Kerry Hill, communications director for the UW School of Education, said consistently high rankings for the school means drawing in the most qualified faculty and attracting quality students.

Surveys conducted by the school, Hill said, show very high placement after graduation, with most students holding jobs or attending higher education three years after leaving UW.

The UW School of Business, too, has reported "skyrocketing" placement numbers, up to 94 percent in 2005 from 82 percent in 2004, according to Rebecca Smith, public relations director for the School of Business.

While Smith said the U.S. News rankings are exciting and show "definite progress," the main factors the School of Business gears its programs toward are student quality, student satisfaction and placement — all of which have been up, especially since the launch of a specialized MBA program, new in 2004 and the only of its kind in the nation.

Although positive attention gained from high rankings is beneficial for UW's reputation, Sapiro noted, she warned about taking rankings too seriously.

Rankings such as these, she said, are mostly based on other administrators' views of graduate programs across the country and are therefore largely subjective.

The most beneficial function of the rankings is as a "framework for a first look," Sapiro said.

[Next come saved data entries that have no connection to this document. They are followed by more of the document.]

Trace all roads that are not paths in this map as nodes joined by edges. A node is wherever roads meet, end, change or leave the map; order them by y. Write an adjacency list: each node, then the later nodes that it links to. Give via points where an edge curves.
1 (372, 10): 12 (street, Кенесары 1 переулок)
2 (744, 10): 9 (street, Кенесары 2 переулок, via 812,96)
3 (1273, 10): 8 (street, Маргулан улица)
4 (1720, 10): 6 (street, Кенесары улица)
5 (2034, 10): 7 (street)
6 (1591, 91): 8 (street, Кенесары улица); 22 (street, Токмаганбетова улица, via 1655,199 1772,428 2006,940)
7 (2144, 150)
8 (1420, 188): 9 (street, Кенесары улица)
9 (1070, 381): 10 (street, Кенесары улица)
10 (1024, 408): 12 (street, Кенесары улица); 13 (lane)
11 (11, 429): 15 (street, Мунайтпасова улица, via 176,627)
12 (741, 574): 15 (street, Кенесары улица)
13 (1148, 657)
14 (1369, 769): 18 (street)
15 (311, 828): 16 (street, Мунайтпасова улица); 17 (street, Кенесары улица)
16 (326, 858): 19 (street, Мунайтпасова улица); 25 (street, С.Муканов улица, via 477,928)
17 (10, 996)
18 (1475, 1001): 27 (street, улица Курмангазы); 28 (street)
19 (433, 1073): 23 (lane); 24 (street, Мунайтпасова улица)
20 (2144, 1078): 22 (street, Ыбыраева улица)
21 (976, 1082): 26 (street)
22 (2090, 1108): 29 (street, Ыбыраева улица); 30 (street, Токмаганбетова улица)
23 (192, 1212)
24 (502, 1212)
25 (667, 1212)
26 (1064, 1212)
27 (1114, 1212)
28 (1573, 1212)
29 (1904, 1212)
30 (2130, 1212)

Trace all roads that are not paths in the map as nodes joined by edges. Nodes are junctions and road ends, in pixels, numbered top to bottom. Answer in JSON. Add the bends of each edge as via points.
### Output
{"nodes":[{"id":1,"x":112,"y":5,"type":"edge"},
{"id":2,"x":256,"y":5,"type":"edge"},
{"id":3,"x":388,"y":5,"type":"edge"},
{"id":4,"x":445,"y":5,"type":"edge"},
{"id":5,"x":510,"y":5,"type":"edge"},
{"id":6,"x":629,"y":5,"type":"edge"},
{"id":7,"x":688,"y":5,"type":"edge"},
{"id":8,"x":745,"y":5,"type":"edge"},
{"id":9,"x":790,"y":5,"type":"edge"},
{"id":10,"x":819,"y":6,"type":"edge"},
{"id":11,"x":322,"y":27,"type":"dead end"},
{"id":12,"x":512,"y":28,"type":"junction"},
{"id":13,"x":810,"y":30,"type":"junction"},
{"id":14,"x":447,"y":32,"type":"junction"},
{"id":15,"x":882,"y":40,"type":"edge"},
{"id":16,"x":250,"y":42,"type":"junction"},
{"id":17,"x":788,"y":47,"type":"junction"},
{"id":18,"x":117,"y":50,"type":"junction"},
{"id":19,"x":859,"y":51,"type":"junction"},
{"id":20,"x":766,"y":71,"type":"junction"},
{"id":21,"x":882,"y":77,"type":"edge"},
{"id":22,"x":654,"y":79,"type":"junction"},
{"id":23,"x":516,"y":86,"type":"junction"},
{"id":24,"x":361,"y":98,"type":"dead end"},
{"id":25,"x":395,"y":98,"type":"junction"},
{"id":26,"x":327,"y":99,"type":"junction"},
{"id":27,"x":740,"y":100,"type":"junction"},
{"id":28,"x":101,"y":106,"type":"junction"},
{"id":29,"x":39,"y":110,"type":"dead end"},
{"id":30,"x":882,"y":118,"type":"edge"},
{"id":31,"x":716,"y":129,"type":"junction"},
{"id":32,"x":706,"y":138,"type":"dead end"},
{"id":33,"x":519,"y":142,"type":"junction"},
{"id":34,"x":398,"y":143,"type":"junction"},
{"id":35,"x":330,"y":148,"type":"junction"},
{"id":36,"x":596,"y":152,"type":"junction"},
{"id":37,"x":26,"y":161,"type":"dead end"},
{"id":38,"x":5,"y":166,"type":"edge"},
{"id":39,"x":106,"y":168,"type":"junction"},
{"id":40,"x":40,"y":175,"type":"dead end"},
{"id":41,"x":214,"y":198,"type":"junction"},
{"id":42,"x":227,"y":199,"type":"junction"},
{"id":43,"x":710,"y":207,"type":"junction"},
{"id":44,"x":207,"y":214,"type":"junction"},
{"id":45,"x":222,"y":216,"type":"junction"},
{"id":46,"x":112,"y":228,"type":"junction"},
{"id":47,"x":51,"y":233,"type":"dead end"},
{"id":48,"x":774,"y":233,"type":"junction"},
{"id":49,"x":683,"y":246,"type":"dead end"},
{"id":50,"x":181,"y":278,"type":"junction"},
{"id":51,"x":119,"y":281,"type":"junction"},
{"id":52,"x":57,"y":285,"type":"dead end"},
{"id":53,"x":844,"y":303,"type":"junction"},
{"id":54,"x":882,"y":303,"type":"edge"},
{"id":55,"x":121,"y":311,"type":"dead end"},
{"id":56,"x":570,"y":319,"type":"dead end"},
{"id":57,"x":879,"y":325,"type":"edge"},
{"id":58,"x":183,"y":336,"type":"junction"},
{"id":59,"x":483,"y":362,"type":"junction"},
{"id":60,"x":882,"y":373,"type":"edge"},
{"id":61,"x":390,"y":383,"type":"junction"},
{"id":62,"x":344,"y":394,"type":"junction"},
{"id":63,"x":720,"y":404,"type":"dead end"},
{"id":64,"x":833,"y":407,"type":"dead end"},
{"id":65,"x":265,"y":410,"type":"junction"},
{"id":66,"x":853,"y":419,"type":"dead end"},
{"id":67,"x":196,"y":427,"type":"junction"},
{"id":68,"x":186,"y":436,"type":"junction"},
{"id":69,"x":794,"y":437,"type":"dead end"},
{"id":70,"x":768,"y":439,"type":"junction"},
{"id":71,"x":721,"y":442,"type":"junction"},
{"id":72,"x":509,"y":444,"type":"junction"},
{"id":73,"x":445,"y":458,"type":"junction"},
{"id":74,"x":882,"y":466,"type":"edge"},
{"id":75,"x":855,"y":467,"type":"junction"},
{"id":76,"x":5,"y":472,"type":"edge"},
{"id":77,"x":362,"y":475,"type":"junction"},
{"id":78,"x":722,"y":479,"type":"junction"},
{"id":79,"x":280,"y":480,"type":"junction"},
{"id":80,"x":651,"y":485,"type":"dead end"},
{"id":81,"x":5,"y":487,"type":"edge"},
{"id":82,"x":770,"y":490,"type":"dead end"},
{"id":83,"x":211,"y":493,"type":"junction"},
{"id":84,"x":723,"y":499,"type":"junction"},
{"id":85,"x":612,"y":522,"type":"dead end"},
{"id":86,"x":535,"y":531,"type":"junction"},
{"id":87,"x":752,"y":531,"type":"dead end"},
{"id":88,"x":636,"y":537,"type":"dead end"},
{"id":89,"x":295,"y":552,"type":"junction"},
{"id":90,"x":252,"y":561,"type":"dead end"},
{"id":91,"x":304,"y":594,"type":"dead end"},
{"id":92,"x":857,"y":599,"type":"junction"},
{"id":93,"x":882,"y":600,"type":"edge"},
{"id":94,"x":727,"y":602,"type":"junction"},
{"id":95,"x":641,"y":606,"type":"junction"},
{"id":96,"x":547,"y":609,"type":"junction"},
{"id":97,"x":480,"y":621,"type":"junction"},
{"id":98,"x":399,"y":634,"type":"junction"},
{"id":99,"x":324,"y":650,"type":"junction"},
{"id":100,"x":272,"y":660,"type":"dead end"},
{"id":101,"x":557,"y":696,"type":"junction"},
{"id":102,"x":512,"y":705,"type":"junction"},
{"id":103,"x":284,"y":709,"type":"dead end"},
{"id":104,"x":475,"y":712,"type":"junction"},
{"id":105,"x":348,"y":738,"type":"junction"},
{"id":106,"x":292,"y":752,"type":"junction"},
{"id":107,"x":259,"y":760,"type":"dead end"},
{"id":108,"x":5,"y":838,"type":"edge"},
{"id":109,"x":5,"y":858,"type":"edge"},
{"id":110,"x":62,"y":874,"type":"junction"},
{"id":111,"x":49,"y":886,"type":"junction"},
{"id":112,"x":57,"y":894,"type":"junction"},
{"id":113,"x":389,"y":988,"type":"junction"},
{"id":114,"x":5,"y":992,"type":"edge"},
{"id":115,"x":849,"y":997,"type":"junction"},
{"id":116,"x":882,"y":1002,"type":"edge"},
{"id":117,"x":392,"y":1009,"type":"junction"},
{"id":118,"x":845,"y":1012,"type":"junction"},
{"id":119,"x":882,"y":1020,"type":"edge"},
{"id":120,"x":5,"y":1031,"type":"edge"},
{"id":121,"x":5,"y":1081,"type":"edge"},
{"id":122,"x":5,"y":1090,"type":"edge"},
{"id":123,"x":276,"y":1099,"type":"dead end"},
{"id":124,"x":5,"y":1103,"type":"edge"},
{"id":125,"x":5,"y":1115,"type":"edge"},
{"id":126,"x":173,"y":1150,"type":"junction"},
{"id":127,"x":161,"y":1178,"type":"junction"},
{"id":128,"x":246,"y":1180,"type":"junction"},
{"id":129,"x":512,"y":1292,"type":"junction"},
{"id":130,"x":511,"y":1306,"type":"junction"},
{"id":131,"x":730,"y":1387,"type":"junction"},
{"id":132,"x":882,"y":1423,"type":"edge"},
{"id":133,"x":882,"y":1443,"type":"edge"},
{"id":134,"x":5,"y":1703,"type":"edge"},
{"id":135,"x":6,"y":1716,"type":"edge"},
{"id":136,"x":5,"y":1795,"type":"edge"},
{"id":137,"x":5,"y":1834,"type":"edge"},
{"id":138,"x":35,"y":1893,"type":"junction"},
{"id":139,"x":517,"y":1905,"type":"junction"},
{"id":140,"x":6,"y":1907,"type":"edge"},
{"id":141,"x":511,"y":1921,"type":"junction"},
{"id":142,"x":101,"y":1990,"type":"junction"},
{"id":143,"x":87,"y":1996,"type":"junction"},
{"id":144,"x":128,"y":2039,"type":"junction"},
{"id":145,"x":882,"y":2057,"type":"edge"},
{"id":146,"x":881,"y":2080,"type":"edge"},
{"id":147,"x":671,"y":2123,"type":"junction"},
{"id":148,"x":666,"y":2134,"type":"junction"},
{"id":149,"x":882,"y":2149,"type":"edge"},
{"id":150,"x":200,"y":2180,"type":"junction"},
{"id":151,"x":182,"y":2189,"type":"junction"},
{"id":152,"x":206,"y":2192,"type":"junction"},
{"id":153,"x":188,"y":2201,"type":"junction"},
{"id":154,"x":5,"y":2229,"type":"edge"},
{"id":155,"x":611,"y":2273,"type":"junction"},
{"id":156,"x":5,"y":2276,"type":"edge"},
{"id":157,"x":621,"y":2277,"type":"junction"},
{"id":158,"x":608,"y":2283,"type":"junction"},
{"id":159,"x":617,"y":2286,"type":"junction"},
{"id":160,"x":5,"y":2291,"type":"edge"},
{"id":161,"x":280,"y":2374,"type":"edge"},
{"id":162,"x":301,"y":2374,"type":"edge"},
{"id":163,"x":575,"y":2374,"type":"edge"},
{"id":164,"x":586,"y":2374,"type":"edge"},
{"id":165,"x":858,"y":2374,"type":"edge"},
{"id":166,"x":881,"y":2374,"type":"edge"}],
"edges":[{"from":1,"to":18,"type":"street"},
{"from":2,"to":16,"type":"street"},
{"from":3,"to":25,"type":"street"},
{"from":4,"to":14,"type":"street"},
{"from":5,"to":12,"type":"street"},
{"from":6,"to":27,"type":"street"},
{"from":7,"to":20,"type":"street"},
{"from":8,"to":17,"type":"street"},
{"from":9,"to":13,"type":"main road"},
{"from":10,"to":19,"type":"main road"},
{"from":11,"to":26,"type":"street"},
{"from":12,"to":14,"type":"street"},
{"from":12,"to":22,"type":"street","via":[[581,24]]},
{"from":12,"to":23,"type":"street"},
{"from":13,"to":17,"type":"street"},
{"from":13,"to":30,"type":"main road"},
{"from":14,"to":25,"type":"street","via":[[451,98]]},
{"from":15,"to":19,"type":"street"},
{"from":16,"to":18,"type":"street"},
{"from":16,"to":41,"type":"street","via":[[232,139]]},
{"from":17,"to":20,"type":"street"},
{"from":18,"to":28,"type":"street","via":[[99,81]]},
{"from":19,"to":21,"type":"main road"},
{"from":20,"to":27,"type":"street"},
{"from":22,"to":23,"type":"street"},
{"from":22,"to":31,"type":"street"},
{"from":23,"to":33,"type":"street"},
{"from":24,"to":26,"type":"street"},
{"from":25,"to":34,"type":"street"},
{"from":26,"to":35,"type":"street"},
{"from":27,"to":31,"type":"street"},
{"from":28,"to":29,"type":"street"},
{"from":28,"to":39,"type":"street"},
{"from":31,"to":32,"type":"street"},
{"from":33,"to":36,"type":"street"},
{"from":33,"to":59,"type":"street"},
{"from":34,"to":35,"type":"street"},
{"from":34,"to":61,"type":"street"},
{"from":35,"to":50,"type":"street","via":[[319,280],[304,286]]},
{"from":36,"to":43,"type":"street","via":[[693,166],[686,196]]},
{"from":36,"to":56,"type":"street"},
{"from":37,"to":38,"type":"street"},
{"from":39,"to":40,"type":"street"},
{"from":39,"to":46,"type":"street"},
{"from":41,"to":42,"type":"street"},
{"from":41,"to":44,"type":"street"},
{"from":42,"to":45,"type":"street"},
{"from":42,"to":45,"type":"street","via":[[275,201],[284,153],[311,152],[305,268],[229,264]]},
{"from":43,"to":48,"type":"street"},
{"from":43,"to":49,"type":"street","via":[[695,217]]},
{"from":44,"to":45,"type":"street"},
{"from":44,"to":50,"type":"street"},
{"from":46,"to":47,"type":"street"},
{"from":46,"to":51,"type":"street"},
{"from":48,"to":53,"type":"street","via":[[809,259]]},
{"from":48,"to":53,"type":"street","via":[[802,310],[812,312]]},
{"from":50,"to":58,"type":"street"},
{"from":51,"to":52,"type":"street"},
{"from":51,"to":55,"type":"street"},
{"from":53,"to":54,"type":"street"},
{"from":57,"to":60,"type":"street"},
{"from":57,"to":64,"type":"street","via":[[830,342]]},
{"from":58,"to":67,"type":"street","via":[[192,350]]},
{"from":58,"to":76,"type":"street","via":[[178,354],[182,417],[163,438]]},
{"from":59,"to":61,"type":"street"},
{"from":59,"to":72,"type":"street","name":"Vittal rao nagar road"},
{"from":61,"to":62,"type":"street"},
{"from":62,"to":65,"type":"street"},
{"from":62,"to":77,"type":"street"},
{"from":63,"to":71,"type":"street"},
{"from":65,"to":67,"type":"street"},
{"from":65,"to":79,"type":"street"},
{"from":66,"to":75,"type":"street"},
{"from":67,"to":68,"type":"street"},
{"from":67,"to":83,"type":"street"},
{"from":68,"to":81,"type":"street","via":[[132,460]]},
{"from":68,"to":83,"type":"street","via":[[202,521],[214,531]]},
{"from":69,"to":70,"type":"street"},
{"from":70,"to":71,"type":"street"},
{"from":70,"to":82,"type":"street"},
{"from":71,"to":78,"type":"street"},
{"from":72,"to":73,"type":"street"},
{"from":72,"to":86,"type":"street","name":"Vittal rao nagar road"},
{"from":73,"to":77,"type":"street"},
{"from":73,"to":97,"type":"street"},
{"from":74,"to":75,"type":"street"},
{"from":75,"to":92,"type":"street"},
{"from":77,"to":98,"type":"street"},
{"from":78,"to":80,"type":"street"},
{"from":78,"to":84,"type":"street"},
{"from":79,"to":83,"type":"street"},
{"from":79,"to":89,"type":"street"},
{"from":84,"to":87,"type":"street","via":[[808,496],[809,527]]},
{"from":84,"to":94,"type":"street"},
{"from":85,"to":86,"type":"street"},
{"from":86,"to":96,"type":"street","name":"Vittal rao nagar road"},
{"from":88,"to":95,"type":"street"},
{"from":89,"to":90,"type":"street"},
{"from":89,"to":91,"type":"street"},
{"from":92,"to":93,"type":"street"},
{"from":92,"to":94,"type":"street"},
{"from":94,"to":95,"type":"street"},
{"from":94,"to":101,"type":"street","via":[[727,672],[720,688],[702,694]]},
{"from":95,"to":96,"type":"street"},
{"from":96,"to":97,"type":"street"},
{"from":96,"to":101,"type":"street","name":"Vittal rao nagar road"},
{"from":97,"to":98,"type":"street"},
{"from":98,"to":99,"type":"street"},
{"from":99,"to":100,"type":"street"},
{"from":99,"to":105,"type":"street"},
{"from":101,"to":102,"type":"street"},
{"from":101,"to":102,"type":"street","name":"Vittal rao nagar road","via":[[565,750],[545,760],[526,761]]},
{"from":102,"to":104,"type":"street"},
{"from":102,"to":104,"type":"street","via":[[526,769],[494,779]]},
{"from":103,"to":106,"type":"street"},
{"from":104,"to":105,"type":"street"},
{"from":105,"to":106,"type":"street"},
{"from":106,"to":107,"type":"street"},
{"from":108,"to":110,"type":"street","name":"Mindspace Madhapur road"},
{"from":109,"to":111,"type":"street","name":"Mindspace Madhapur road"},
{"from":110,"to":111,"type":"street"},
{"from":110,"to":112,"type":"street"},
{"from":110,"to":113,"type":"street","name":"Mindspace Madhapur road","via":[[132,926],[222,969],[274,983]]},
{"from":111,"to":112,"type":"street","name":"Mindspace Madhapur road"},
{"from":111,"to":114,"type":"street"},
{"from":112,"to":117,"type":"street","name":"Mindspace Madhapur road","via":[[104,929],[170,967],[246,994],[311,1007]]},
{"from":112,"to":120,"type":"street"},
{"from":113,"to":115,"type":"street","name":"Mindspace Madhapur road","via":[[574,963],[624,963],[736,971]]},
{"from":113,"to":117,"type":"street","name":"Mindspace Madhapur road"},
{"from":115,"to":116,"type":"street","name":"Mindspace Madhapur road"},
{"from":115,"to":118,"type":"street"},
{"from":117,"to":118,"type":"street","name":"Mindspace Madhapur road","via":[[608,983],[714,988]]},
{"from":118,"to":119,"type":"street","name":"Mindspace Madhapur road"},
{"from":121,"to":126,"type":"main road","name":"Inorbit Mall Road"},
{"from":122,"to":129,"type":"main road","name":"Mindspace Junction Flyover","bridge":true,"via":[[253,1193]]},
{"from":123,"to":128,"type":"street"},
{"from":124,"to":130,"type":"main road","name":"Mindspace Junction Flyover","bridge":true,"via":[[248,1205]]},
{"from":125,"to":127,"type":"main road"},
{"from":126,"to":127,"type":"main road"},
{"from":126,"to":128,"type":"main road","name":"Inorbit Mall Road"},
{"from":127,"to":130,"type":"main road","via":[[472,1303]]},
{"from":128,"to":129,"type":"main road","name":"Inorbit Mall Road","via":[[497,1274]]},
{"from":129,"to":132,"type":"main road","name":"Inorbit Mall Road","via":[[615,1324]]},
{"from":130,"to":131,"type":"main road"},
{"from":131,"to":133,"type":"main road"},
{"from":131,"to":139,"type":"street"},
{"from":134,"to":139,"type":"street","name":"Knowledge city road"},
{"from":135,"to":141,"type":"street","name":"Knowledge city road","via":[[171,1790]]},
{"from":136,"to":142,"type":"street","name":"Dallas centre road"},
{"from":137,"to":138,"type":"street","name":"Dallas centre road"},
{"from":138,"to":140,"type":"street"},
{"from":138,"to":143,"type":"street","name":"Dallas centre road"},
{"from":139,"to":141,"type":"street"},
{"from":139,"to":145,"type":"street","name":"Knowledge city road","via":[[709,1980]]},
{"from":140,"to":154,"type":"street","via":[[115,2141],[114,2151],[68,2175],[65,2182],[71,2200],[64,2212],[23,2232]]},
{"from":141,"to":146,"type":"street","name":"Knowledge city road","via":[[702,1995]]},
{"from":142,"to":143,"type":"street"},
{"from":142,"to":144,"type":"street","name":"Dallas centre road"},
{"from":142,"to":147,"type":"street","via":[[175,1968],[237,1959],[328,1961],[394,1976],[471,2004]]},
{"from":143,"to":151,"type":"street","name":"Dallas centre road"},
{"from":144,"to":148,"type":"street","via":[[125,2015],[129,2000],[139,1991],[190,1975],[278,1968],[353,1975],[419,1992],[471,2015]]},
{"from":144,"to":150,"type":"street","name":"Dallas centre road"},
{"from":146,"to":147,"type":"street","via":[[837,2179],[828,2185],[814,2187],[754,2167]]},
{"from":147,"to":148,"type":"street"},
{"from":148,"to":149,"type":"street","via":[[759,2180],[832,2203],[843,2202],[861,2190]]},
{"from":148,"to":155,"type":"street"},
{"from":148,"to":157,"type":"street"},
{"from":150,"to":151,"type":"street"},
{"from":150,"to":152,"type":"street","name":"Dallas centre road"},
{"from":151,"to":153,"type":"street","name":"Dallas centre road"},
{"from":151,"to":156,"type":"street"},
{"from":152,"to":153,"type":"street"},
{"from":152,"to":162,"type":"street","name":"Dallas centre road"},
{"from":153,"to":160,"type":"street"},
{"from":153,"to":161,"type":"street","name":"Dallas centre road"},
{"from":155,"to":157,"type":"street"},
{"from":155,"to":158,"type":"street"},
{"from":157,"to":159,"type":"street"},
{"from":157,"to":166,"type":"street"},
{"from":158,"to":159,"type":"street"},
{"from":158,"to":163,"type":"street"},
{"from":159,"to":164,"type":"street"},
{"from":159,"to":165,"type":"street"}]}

She advised prospective students to look more closely at individual programs of interest using the rankings as a guide.

UW Graduate School Dean Martin Cadwallader also said that rankings are only one factor to consider when evaluating graduate programs, since "rankings are only as good as the variables they consider."

A strong graduate program will attract strong students, and the prospect of working with high-quality students in the classroom, as teaching assistants and in research will draw strong faculty in reciprocal fashion, Cadwallader noted.

"[The rankings] show strength across the board, which is something we always work for," he said.